___ Information supplied ___
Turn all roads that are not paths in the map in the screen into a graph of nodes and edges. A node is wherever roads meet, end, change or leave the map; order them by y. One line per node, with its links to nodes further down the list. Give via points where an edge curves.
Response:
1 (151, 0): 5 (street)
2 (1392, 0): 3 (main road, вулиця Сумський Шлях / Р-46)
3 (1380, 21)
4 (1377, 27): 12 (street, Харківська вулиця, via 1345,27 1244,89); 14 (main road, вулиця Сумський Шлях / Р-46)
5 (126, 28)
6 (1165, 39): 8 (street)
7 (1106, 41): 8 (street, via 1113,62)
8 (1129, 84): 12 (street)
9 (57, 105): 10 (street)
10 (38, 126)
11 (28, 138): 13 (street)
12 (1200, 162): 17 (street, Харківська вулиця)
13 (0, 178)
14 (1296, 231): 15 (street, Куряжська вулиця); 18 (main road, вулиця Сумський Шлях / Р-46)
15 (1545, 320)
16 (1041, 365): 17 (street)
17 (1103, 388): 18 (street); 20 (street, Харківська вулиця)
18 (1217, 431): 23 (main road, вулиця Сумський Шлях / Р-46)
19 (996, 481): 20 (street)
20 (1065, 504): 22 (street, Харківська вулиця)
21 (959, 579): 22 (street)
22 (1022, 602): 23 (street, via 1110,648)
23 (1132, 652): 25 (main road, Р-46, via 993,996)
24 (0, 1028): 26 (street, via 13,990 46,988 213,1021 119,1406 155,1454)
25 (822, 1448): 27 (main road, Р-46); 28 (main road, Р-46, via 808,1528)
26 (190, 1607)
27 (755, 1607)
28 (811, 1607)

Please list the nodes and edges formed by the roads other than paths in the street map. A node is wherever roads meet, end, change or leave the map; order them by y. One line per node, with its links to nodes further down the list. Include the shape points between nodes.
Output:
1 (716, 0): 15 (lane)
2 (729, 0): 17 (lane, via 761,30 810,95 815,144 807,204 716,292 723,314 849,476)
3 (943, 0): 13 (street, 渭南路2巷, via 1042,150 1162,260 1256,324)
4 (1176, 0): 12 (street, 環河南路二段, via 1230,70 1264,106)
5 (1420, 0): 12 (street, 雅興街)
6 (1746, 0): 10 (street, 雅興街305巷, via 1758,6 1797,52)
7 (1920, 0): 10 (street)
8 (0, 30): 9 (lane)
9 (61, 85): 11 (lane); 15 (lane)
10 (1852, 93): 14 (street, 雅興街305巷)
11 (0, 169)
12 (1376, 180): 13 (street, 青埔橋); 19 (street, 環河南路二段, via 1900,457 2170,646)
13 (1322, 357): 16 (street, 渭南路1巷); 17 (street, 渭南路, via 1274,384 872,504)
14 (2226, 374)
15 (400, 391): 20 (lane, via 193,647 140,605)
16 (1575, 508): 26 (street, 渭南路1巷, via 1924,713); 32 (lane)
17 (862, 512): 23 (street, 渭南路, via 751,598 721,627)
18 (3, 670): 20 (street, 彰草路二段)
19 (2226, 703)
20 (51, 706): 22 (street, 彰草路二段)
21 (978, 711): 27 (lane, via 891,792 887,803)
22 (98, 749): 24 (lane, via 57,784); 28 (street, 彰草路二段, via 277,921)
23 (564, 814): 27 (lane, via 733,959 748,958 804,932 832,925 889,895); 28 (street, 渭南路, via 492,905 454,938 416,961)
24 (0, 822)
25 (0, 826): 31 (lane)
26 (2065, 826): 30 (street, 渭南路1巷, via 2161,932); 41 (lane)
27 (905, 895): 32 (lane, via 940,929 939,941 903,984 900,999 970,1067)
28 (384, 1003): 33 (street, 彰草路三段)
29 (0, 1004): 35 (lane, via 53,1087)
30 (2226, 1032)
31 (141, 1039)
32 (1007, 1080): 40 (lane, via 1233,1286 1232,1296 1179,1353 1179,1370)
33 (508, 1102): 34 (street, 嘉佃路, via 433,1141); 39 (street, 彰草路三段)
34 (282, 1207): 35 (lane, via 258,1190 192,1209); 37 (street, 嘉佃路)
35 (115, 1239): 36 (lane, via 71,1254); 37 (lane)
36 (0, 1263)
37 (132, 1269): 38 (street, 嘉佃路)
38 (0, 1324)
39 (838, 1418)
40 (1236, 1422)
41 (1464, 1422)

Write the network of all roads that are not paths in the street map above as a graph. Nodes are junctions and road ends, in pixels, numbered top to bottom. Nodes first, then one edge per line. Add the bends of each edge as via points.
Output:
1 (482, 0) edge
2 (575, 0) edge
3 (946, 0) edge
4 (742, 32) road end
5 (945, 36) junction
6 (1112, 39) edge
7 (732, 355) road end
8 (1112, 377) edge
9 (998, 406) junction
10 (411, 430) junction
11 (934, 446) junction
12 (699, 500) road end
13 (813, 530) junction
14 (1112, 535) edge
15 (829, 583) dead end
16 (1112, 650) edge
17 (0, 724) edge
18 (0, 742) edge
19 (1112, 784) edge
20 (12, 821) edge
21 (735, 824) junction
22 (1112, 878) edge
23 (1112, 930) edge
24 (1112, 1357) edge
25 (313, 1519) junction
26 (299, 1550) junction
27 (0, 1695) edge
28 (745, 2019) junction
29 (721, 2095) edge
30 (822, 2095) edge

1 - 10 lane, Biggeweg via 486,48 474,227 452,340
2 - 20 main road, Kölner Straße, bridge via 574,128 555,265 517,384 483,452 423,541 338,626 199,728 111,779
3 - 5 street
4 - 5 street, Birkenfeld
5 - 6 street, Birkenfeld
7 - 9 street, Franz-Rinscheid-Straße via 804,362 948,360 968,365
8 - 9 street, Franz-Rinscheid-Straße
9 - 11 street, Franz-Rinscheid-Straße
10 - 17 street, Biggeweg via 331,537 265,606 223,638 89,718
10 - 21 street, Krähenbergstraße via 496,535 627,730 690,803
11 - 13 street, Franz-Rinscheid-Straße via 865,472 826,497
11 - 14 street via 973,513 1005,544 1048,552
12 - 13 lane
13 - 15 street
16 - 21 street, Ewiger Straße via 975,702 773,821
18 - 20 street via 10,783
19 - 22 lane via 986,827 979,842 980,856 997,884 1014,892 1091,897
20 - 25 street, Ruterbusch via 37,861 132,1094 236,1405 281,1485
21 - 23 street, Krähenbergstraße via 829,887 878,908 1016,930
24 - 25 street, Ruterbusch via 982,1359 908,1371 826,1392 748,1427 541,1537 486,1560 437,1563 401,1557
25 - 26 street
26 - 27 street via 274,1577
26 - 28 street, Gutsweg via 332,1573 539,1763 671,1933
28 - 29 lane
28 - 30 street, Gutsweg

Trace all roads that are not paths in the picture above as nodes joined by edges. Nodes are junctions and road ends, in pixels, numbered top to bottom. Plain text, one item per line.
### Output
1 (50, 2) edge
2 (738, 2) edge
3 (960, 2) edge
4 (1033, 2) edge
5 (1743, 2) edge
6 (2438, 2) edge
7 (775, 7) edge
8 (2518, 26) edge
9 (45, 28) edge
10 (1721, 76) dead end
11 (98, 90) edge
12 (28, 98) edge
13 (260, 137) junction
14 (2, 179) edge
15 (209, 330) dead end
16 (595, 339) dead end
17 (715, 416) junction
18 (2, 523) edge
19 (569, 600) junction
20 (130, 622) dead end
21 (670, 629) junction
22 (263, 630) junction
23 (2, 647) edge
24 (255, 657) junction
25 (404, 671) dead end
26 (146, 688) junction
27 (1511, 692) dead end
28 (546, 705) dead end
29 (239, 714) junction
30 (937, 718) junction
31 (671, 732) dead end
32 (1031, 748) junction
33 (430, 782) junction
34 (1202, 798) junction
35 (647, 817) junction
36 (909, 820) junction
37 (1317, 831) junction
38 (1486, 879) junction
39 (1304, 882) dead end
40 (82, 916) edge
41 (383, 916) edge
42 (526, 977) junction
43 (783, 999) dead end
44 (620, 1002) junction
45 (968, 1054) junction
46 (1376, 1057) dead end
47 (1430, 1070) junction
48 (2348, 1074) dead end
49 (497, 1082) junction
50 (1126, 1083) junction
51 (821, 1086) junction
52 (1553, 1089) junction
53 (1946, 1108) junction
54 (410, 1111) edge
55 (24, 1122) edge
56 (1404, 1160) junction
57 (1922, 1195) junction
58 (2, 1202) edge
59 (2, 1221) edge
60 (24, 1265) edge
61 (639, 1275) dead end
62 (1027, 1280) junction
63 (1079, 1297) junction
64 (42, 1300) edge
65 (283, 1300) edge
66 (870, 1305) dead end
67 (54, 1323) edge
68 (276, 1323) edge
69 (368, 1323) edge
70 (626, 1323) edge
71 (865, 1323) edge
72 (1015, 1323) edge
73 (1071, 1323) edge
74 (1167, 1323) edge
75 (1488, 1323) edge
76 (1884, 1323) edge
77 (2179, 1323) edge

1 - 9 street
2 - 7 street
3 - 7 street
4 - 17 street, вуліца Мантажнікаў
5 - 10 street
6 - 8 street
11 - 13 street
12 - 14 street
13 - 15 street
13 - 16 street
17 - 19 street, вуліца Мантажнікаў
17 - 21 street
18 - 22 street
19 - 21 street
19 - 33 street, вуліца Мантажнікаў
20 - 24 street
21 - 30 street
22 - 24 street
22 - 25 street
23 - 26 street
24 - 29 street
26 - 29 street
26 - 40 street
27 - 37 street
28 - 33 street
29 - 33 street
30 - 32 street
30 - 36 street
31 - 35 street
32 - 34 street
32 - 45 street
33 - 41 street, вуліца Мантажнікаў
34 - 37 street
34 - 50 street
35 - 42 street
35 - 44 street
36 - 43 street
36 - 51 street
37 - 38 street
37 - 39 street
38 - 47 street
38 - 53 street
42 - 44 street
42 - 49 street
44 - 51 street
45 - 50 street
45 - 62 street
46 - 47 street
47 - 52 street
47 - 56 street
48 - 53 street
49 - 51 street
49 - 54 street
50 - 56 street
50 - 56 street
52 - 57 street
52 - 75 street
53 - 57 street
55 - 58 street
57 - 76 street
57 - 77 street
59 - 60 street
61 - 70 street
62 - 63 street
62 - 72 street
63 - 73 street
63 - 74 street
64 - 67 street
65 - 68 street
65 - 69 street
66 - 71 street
___
**Your task**
Pick every line containing the word "above" out of the material, and copy those lines.

**Answer space**
Write the network of all roads that are not paths in the street map above as a graph. Nodes are junctions and road ends, in pixels, numbered top to bottom. Nodes first, then one edge per line. Add the bends of each edge as via points.
Trace all roads that are not paths in the picture above as nodes joined by edges. Nodes are junctions and road ends, in pixels, numbered top to bottom. Plain text, one item per line.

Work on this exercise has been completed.